Mon Aug 14, 2017, 08:53 AM
Aug 2017

Later on, many of our $20 gold pieces were melted by Britain for sovereigns. Common practice in those days.

Great article, thank you!

BumRushDaShow

(128,905 posts)
2. Thank you for that!
Mon Aug 14, 2017, 10:04 AM
Aug 2017

Fascinating history of the institution and it got me researching that era's iteration of the mint here.

The location of where those "new" American coins were minted from those "Smithson sovereigns" here in Philly (2nd U.S. Mint) -



The above building, near City Hall, is no longer there.
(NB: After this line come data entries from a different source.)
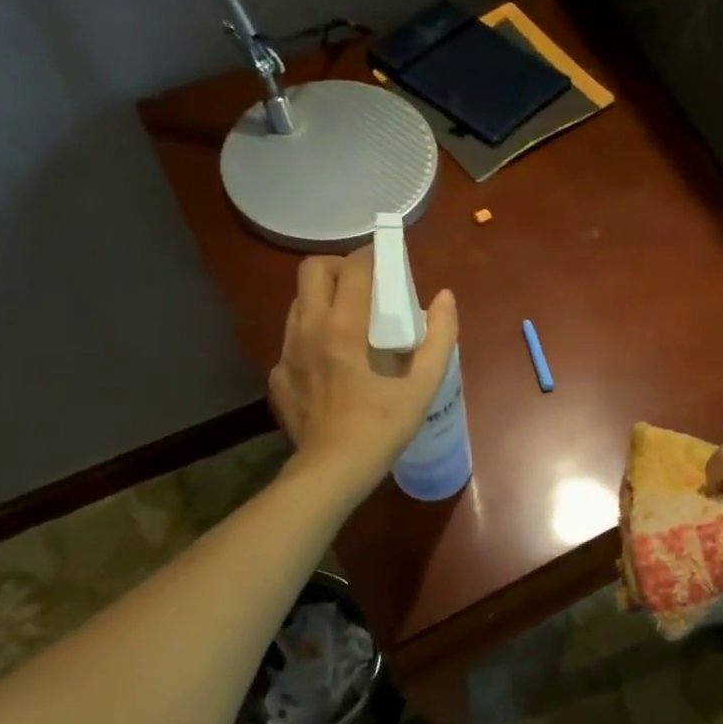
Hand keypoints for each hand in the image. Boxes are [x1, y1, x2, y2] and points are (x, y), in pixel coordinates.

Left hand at [268, 247, 457, 495]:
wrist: (335, 468)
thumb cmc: (384, 424)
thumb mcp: (424, 382)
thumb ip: (440, 335)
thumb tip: (445, 298)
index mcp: (345, 326)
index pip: (354, 268)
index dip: (373, 255)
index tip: (387, 260)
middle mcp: (309, 328)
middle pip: (312, 270)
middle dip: (339, 267)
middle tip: (363, 286)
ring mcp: (287, 351)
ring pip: (299, 303)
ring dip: (324, 300)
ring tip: (348, 322)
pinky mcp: (277, 375)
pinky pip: (292, 340)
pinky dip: (312, 338)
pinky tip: (330, 363)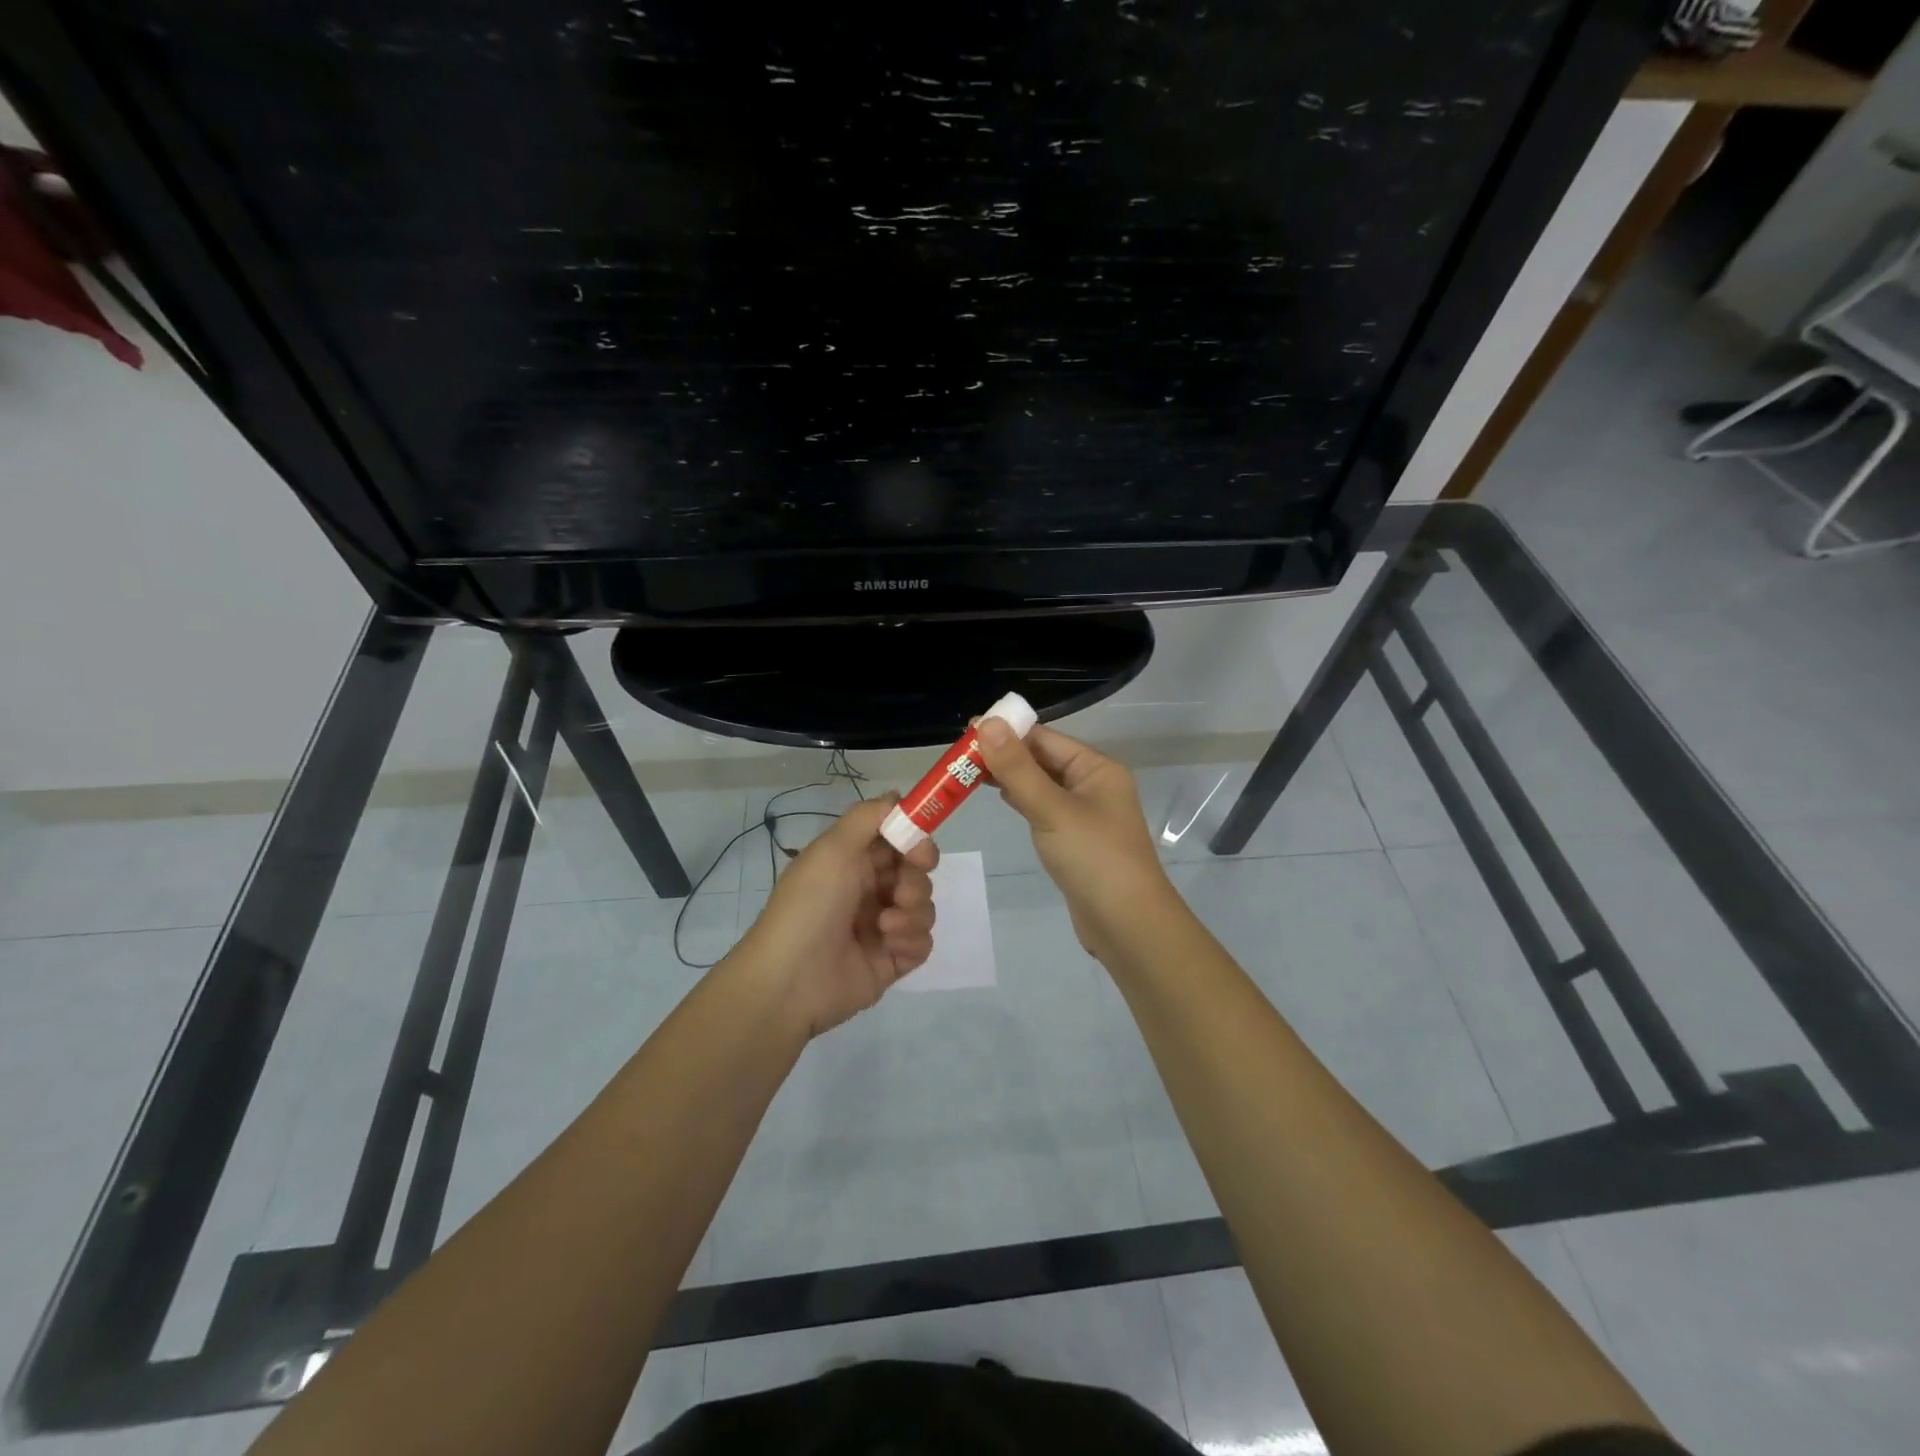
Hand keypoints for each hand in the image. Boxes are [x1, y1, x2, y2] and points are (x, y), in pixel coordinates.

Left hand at [734, 795, 938, 1036]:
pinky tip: (889, 946)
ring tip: (885, 925)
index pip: (897, 840)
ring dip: (913, 912)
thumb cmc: (810, 905)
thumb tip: (898, 795)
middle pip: (916, 873)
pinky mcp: (892, 961)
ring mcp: (882, 927)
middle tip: (900, 891)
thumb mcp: (833, 848)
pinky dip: (911, 940)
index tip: (921, 850)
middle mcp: (868, 890)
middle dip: (916, 879)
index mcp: (852, 862)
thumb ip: (869, 816)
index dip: (915, 840)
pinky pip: (922, 942)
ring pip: (924, 907)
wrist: (791, 980)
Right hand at [973, 721, 1175, 959]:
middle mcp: (1093, 784)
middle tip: (959, 756)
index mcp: (1096, 768)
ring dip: (1010, 777)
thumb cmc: (1093, 859)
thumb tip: (986, 723)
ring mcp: (1085, 813)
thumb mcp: (1052, 809)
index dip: (1007, 732)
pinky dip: (1022, 800)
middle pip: (1042, 759)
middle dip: (1005, 754)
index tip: (966, 731)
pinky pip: (1044, 808)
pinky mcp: (1075, 839)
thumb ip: (1017, 768)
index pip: (1045, 738)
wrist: (1127, 925)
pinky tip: (1000, 798)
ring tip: (968, 773)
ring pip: (1041, 784)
Ironically what IS currently on the site, is the Widener Building (there is a historic marker at the location) -

Circa 1914


Today


named for Peter A.B. Widener (a Drumpf precursor - although unlike Drumpf, he did donate to organizations "for real" ), who was at one time the richest man in Philly (dabbling in a number of industries including public transit, real estate, oil), who was described as follows -

Second, the area’s main developer was streetcar magnate Peter Arrell Brown Widener, a brilliant, self-made former butcher who was the kingpin of Philadelphia’s nineteenth century industrial and real estate boom. Widener’s massive Germanic mansion at 1200 North Broad—at the center of his city land holdings–was as much a real estate advertisement as a monument to his own taste.
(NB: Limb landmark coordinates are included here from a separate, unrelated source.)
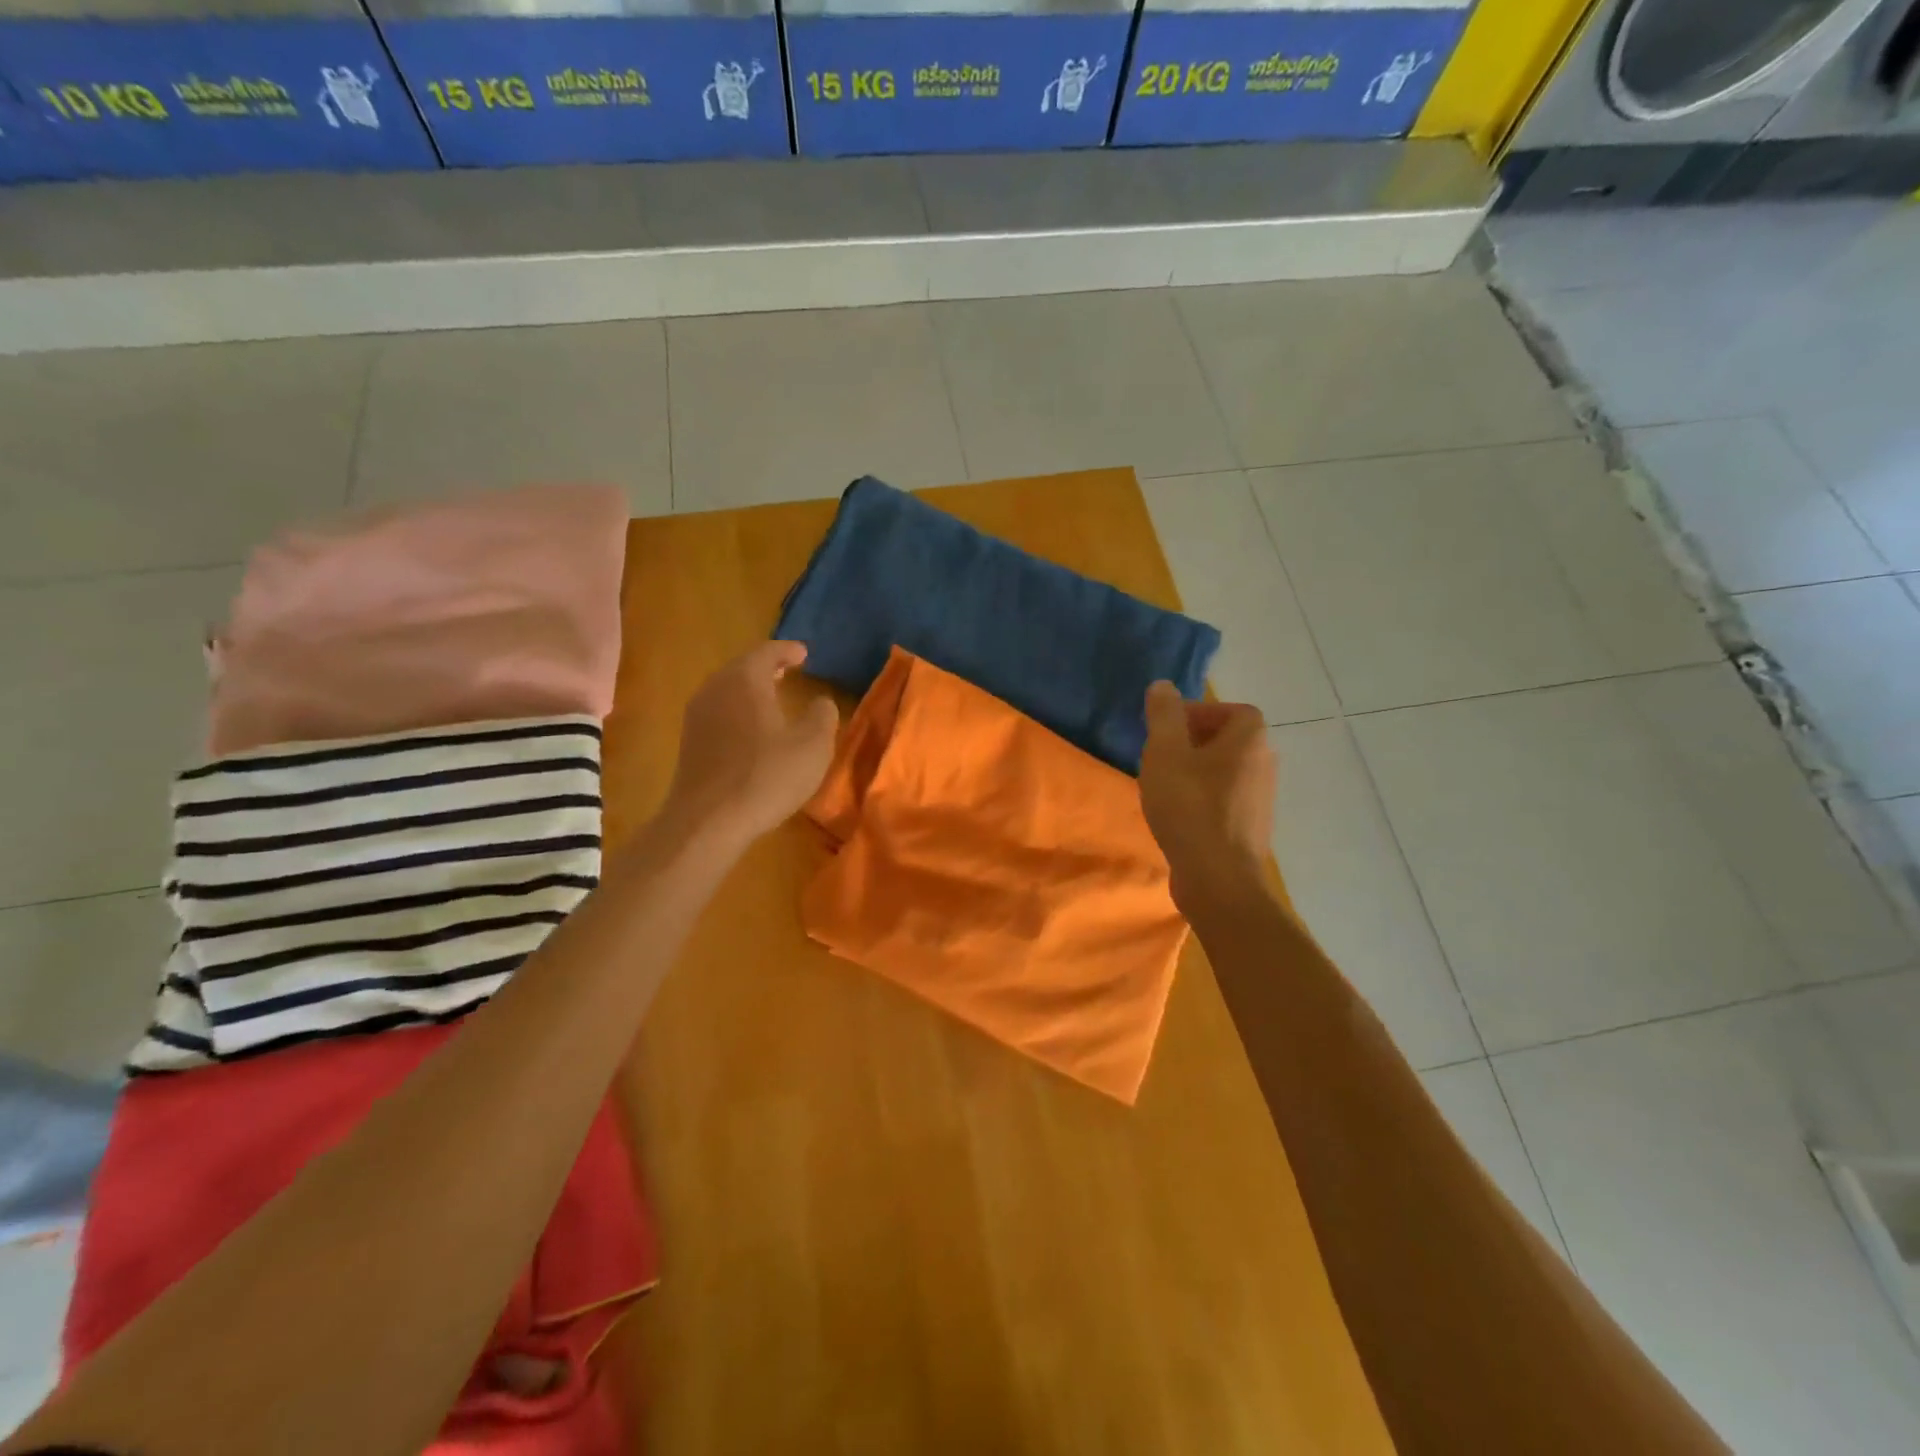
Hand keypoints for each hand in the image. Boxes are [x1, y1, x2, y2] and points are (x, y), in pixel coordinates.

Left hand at [663, 642, 839, 845]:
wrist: (708, 821)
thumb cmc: (766, 776)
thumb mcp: (813, 746)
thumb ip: (822, 716)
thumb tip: (821, 702)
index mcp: (744, 679)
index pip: (767, 651)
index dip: (788, 650)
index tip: (804, 654)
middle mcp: (715, 688)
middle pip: (742, 667)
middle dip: (767, 667)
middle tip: (788, 670)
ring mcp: (697, 716)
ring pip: (727, 690)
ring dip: (750, 690)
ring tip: (772, 697)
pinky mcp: (689, 743)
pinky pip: (718, 712)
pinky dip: (738, 710)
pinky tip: (752, 729)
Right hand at [1139, 682, 1273, 915]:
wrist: (1218, 878)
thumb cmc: (1190, 807)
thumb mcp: (1165, 753)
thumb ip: (1163, 716)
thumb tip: (1163, 686)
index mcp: (1250, 741)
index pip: (1234, 711)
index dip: (1202, 713)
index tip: (1170, 729)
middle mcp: (1265, 765)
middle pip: (1230, 741)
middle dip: (1194, 742)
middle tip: (1161, 756)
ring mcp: (1261, 800)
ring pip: (1226, 772)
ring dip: (1197, 772)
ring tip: (1165, 786)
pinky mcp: (1250, 829)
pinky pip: (1225, 800)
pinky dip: (1203, 799)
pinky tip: (1178, 815)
For aggressive, driven men like Widener, the “Workshop of the World” offered endless ways to make a fortune. The city was a Victorian Silicon Valley, a laboratory for entrepreneurship and technology. Widener himself diversified his holdings into shipping, manufacturing, gas lines, and real estate. By 1900, he was the richest man in Philadelphia, worth over $100 million. Many of those who bought homes near the Widener mansion were also poor boys who had struck it rich—such as the swashbuckling promoter William Warren Gibbs, a one-time business partner of Widener’s who lived at 1216 North Broad. Gibbs was said to sit on more boards of directors than any other man in America. The area was also popular with German Jews who, despite their wealth and culture, were shunned by the Philadelphia establishment. The social discrimination against Jew and gentile denizens of North Broad Street ran deep and lasted long after their descendants had decamped to the suburbs. As one social chronicler observed, it took “families such as the Wideners several generations and removals to live down the fact that they had not merely had a house but a mansion on North Broad Street. The bigger the house, the more flagrant the offense.”

https://www.phillyhistory.org/blog/index.php/2010/06/the-lost-world-of-north-broad-street/


The site of Widener's mansion mentioned in the above excerpt is now the location of a KFC.